Lakehouse Federation performance recommendations
This article provides guidance for improving the performance of Lakehouse Federation queries.
Combine multiple predicates using the AND operator
Databricks Runtime tries to push down predicates to the remote database engine to reduce the number of records being fetched through the network. If a predicate cannot be pushed down, the query executed on the remote database engine excludes the predicate, so filtering has to be done using Databricks Runtime. However, if a certain part of the filter cannot be pushed down, another part of the filter can still be pushed down if they are joined by the AND operator.
Example 1
Databricks query:
SELECT * FROM foreign_catalog.schema.table WHERE name ILIKE 'john'
The ILIKE expression can't be pushed down to the remote database (for example, MySQL) because there is no appropriate translation. Filtering has to be done using Databricks Runtime.

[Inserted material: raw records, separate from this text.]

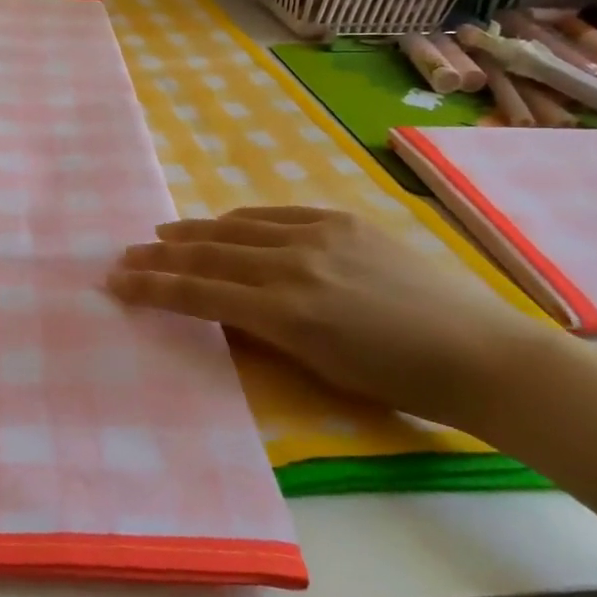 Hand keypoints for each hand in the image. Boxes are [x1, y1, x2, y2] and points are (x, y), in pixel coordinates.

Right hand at [107, 206, 561, 429]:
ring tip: (162, 234)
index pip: (198, 294)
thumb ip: (263, 332)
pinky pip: (275, 214)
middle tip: (125, 255)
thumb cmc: (399, 382)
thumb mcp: (319, 368)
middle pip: (207, 254)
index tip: (115, 281)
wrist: (481, 354)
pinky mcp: (342, 220)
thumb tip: (223, 308)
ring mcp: (318, 235)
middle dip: (159, 256)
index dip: (151, 287)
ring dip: (192, 232)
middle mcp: (293, 265)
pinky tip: (223, 223)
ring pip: (235, 228)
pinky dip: (239, 220)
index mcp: (286, 313) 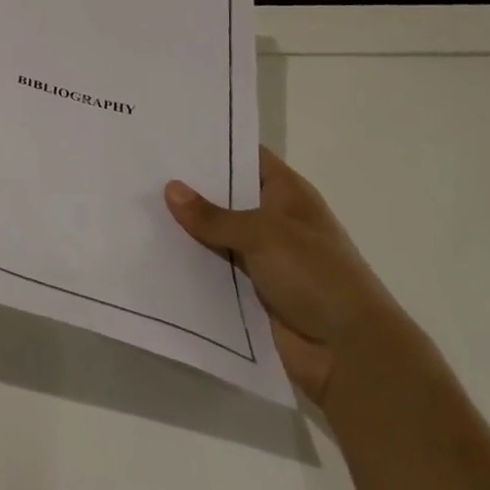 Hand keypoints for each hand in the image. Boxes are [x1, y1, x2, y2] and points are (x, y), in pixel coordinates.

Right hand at [165, 147, 403, 407]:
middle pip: (226, 194)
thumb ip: (214, 216)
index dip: (212, 144)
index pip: (246, 156)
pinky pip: (215, 268)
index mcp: (288, 194)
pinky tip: (154, 250)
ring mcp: (265, 256)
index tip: (169, 134)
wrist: (352, 355)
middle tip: (141, 167)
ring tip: (137, 205)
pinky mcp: (254, 290)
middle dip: (189, 186)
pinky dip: (192, 262)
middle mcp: (276, 220)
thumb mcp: (263, 235)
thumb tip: (170, 189)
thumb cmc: (316, 277)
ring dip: (186, 227)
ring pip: (216, 233) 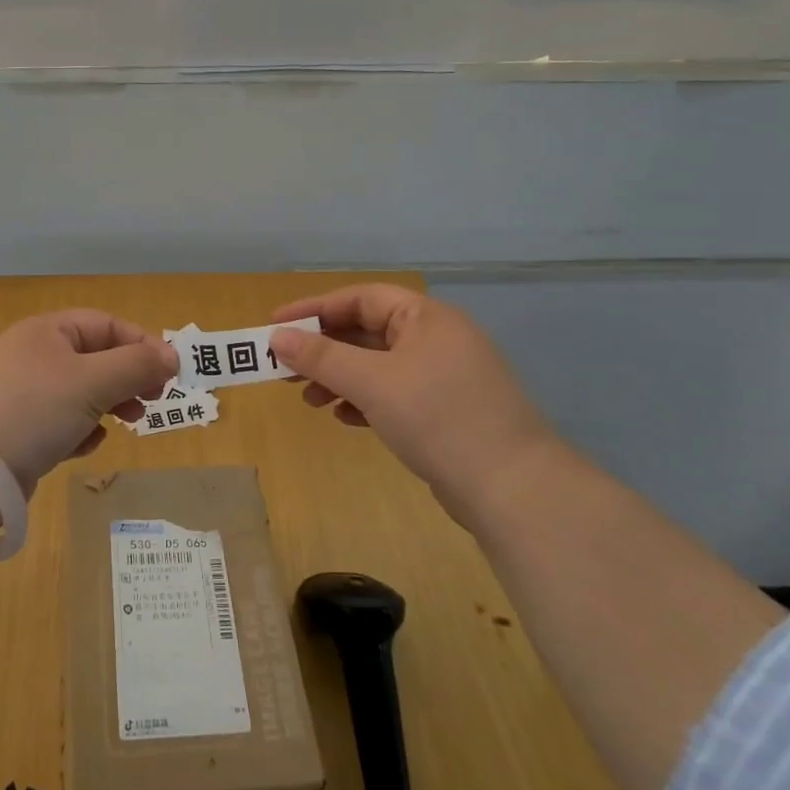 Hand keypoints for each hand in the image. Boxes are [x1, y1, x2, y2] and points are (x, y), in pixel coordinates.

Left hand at [0, 310, 178, 494]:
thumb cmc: (35, 410)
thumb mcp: (93, 382)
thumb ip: (137, 366)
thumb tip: (172, 357)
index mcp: (46, 330)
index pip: (106, 324)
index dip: (141, 344)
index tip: (170, 374)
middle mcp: (32, 354)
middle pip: (95, 357)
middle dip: (127, 378)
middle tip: (153, 401)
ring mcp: (20, 392)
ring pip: (80, 391)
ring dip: (108, 405)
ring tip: (126, 424)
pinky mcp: (15, 428)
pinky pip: (59, 420)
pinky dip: (79, 429)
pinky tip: (84, 445)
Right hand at [269, 285, 557, 518]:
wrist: (514, 490)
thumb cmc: (438, 418)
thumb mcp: (372, 382)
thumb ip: (321, 357)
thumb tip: (277, 338)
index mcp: (426, 317)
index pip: (360, 298)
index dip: (314, 309)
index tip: (275, 325)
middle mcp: (436, 339)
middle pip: (366, 331)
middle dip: (323, 349)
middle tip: (284, 368)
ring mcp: (443, 377)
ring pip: (377, 365)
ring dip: (339, 378)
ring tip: (310, 400)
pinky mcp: (445, 412)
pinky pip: (392, 393)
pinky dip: (364, 401)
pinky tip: (345, 419) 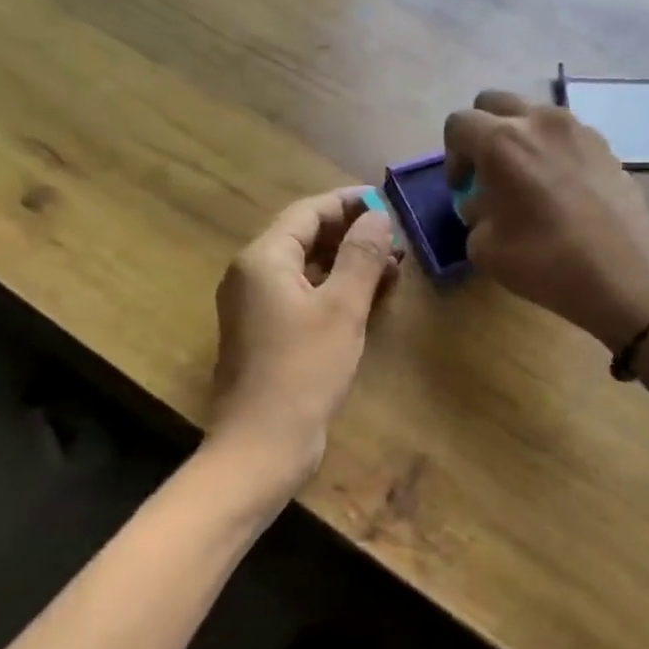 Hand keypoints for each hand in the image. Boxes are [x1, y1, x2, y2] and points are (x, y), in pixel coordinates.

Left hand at [208, 187, 401, 485]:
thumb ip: (361, 256)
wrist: (262, 445)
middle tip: (396, 242)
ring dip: (347, 264)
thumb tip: (378, 215)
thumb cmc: (303, 370)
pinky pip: (302, 297)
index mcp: (263, 259)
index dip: (349, 203)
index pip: (308, 212)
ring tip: (393, 269)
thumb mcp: (341, 308)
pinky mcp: (265, 334)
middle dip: (352, 236)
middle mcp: (252, 275)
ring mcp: (255, 307)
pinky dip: (334, 291)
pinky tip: (368, 299)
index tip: (388, 204)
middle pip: (305, 237)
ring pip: (306, 269)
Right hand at [445, 91, 648, 348]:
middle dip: (482, 132)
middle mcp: (538, 121)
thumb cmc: (545, 261)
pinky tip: (559, 188)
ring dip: (518, 137)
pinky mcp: (605, 144)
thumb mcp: (484, 248)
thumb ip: (474, 214)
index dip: (452, 156)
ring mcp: (577, 128)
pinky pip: (564, 133)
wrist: (626, 275)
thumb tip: (483, 203)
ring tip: (526, 178)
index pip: (459, 124)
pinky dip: (551, 148)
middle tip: (486, 172)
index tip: (462, 187)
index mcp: (501, 141)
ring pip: (533, 114)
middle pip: (494, 103) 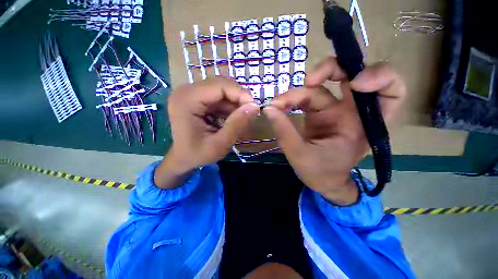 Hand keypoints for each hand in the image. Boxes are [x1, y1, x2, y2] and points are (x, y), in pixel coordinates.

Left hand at [155, 77, 259, 188]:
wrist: (182, 158)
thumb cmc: (197, 154)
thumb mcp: (220, 144)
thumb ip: (237, 124)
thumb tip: (255, 107)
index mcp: (187, 100)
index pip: (220, 85)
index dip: (240, 94)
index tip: (254, 108)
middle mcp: (187, 91)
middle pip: (221, 85)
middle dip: (239, 98)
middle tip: (249, 113)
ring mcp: (191, 93)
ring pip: (222, 90)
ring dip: (235, 103)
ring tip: (241, 119)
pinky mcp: (196, 98)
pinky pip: (218, 97)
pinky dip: (229, 106)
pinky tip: (232, 118)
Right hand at [263, 57, 405, 204]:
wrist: (320, 181)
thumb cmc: (319, 173)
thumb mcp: (299, 154)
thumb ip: (284, 131)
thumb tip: (268, 109)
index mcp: (362, 125)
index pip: (391, 92)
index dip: (380, 77)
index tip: (355, 83)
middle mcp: (351, 112)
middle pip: (352, 75)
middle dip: (331, 70)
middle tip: (308, 80)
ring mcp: (334, 110)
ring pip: (320, 86)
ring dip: (297, 92)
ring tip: (277, 104)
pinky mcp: (319, 112)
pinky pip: (307, 97)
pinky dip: (292, 99)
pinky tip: (280, 106) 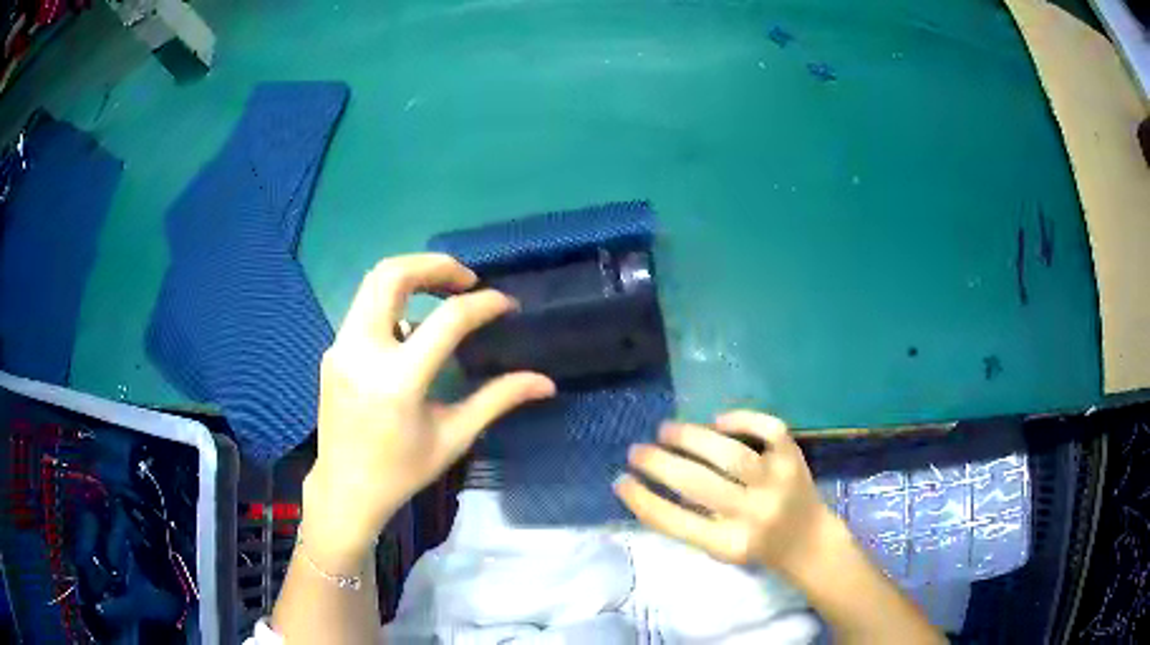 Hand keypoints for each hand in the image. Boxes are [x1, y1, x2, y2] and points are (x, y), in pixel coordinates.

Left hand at [302, 254, 555, 569]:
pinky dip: (394, 300)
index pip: (446, 320)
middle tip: (467, 279)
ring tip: (444, 291)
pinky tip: (414, 325)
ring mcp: (341, 348)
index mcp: (397, 380)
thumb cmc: (402, 471)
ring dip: (411, 276)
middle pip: (392, 275)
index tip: (506, 304)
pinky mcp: (332, 351)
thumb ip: (498, 400)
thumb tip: (545, 382)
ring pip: (372, 284)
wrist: (345, 490)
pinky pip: (364, 308)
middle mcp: (362, 352)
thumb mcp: (453, 437)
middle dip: (434, 265)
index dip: (483, 304)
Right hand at [614, 410, 836, 580]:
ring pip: (731, 454)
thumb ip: (690, 523)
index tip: (621, 481)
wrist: (808, 540)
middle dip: (660, 464)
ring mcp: (777, 483)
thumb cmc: (756, 546)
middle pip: (699, 484)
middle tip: (637, 451)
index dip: (643, 500)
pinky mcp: (794, 459)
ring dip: (692, 438)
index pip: (677, 522)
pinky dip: (743, 419)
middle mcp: (754, 514)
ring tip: (666, 430)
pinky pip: (769, 430)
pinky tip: (718, 420)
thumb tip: (651, 484)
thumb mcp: (719, 549)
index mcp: (730, 543) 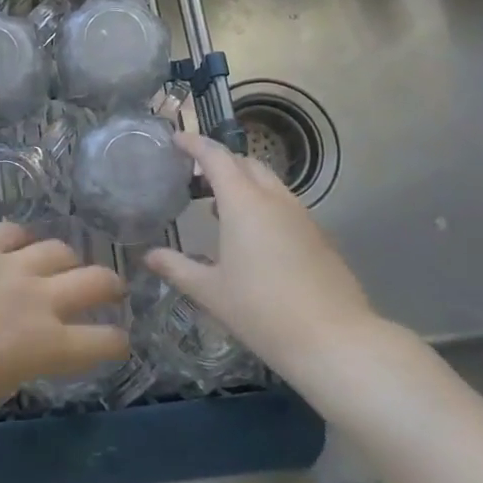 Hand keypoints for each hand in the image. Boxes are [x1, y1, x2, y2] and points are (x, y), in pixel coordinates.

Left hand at [0, 223, 127, 428]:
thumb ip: (19, 368)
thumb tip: (21, 354)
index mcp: (48, 347)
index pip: (103, 341)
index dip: (117, 342)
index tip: (118, 341)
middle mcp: (40, 299)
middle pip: (95, 281)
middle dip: (111, 286)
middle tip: (111, 290)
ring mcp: (10, 266)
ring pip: (58, 249)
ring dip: (66, 260)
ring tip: (62, 264)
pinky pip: (12, 231)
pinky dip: (20, 239)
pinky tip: (17, 245)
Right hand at [146, 132, 385, 400]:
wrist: (335, 342)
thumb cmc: (262, 311)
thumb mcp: (211, 292)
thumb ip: (177, 268)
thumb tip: (148, 255)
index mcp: (243, 203)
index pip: (216, 157)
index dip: (194, 144)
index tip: (176, 140)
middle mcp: (274, 199)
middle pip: (245, 163)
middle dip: (221, 162)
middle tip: (197, 176)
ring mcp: (302, 216)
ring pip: (269, 183)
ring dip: (244, 184)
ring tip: (220, 207)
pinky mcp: (319, 236)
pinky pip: (285, 205)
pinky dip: (263, 204)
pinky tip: (254, 237) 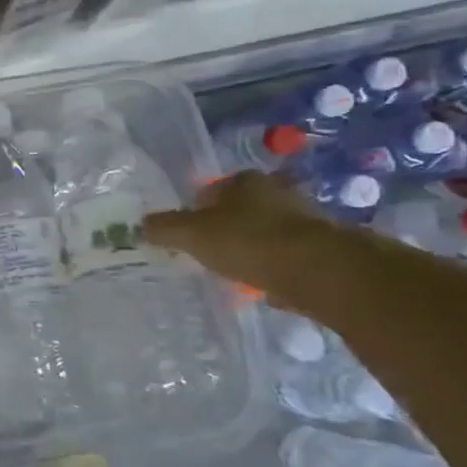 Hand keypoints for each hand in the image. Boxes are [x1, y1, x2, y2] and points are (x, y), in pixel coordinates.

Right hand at [142, 170, 325, 297]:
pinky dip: (276, 268)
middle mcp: (277, 191)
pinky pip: (288, 257)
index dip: (196, 209)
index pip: (212, 189)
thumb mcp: (192, 235)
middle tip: (209, 253)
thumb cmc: (248, 241)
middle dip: (226, 229)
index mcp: (245, 180)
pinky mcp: (325, 249)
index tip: (188, 234)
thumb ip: (165, 229)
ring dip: (253, 249)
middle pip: (242, 210)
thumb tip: (141, 225)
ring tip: (236, 273)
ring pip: (266, 233)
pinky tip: (265, 286)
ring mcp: (305, 220)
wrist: (320, 271) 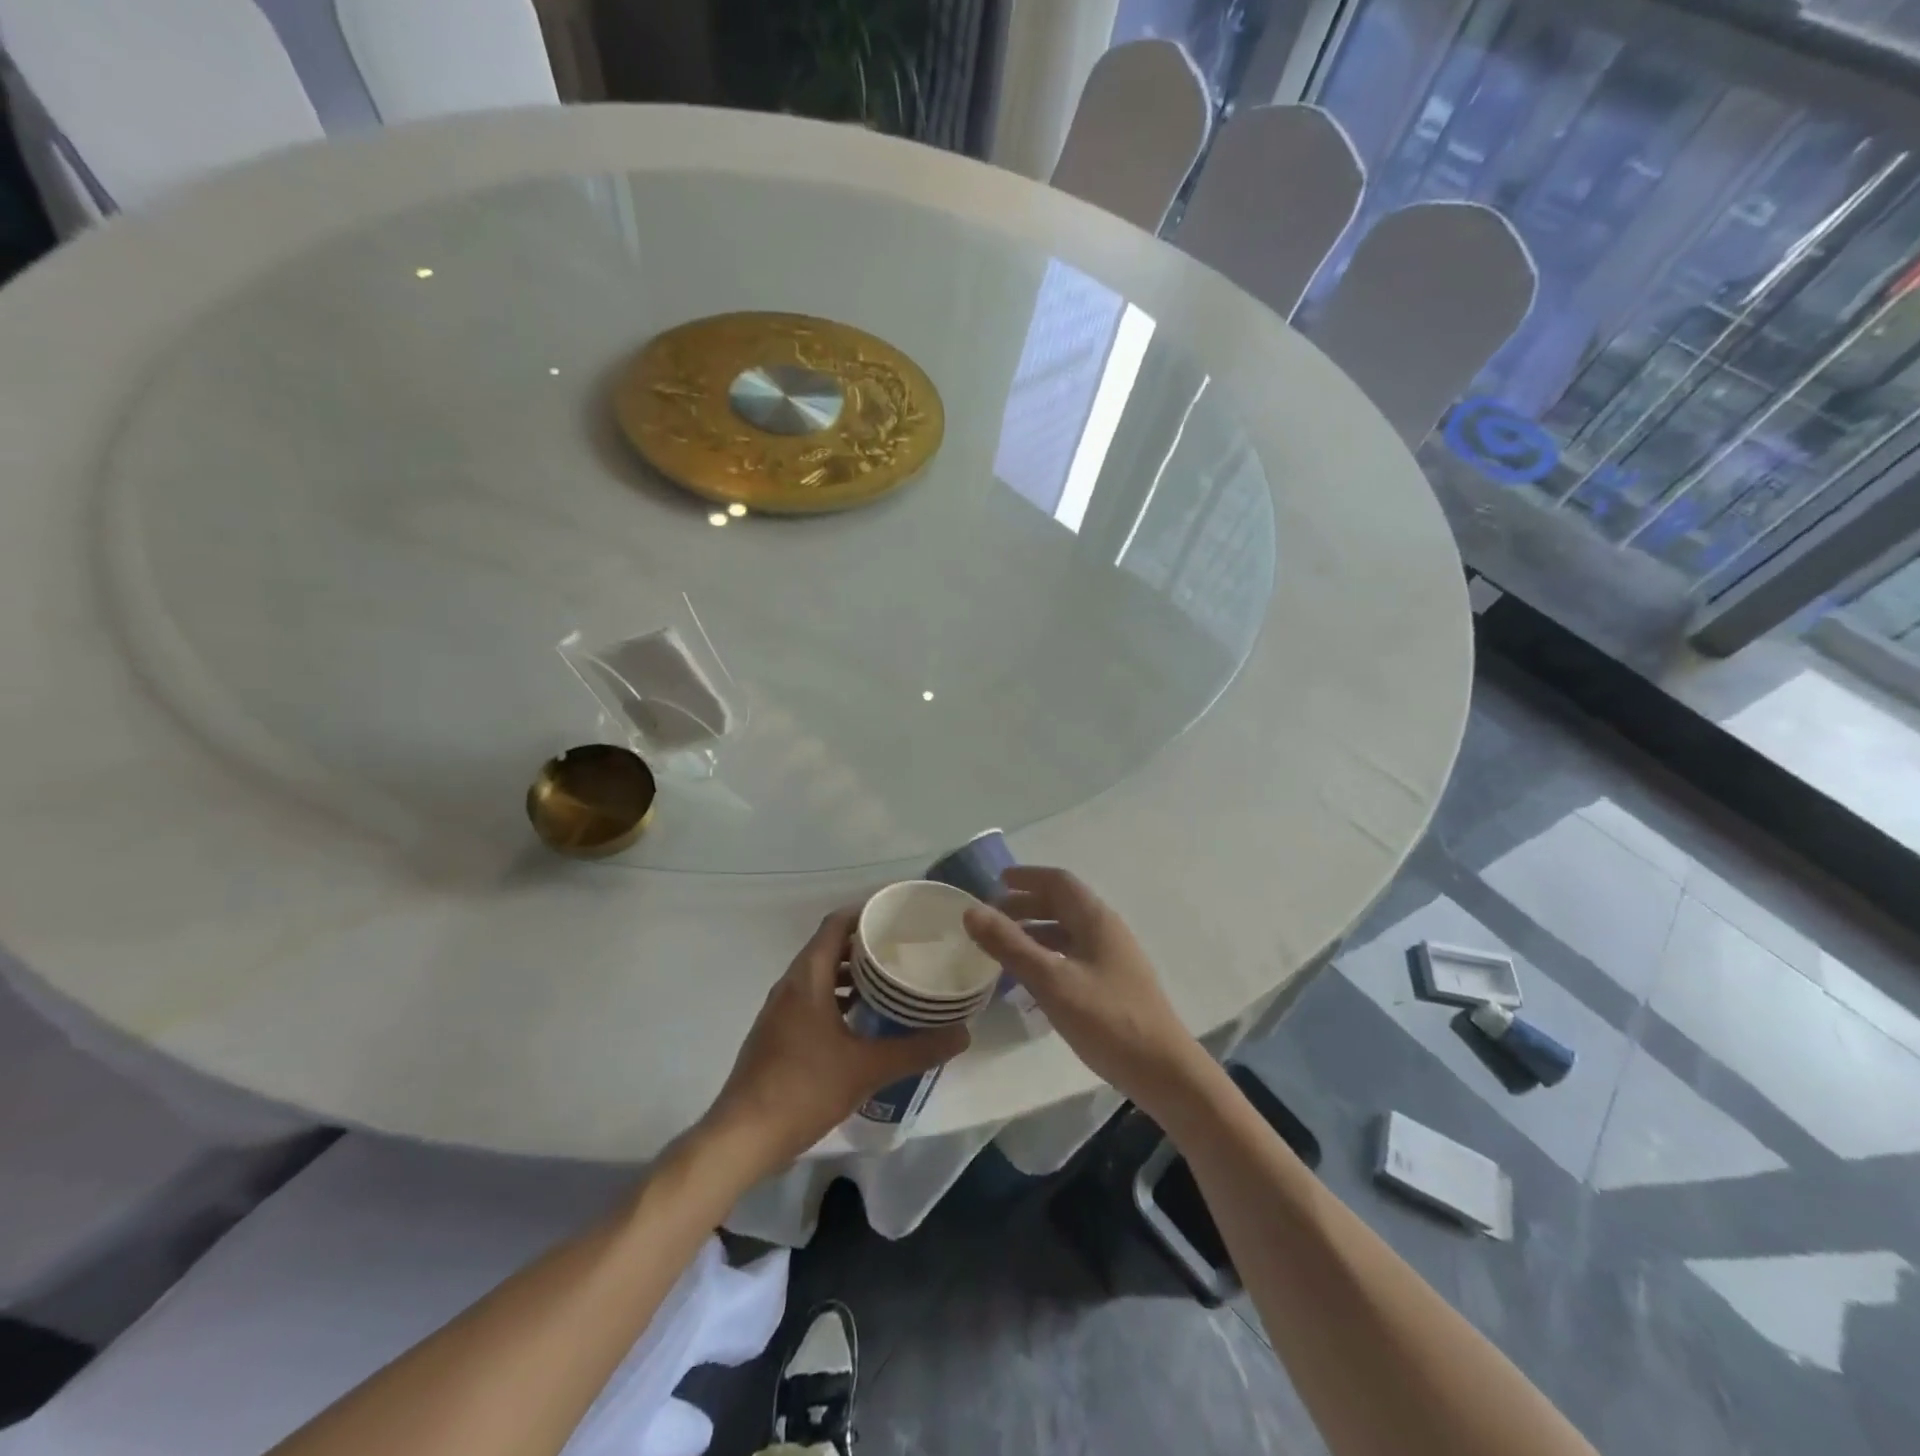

The query sent to the remote database returns all records:
SELECT * FROM catalog.schema.table
Example 2
Databricks query:
SELECT * FROM foreign_catalog.schema.table WHERE name ILIKE 'john' AND date > '2025-05-01'
The ILIKE expression can't be pushed down to the remote database (for example, MySQL) because there is no appropriate translation, but date comparison can be pushed down. Name filtering still has to be done using Databricks Runtime, but date comparison should reduce the number of records being fetched.
The query sent to the remote database returns a subset of records:
SELECT * FROM catalog.schema.table WHERE date > '2025-05-01'
Check which query will run on the remote database
To see which query will be sent to the remote database, run the EXPLAIN FORMATTED command.
The actual query might differ from the query in the EXPLAIN FORMATTED output because of adaptive query execution.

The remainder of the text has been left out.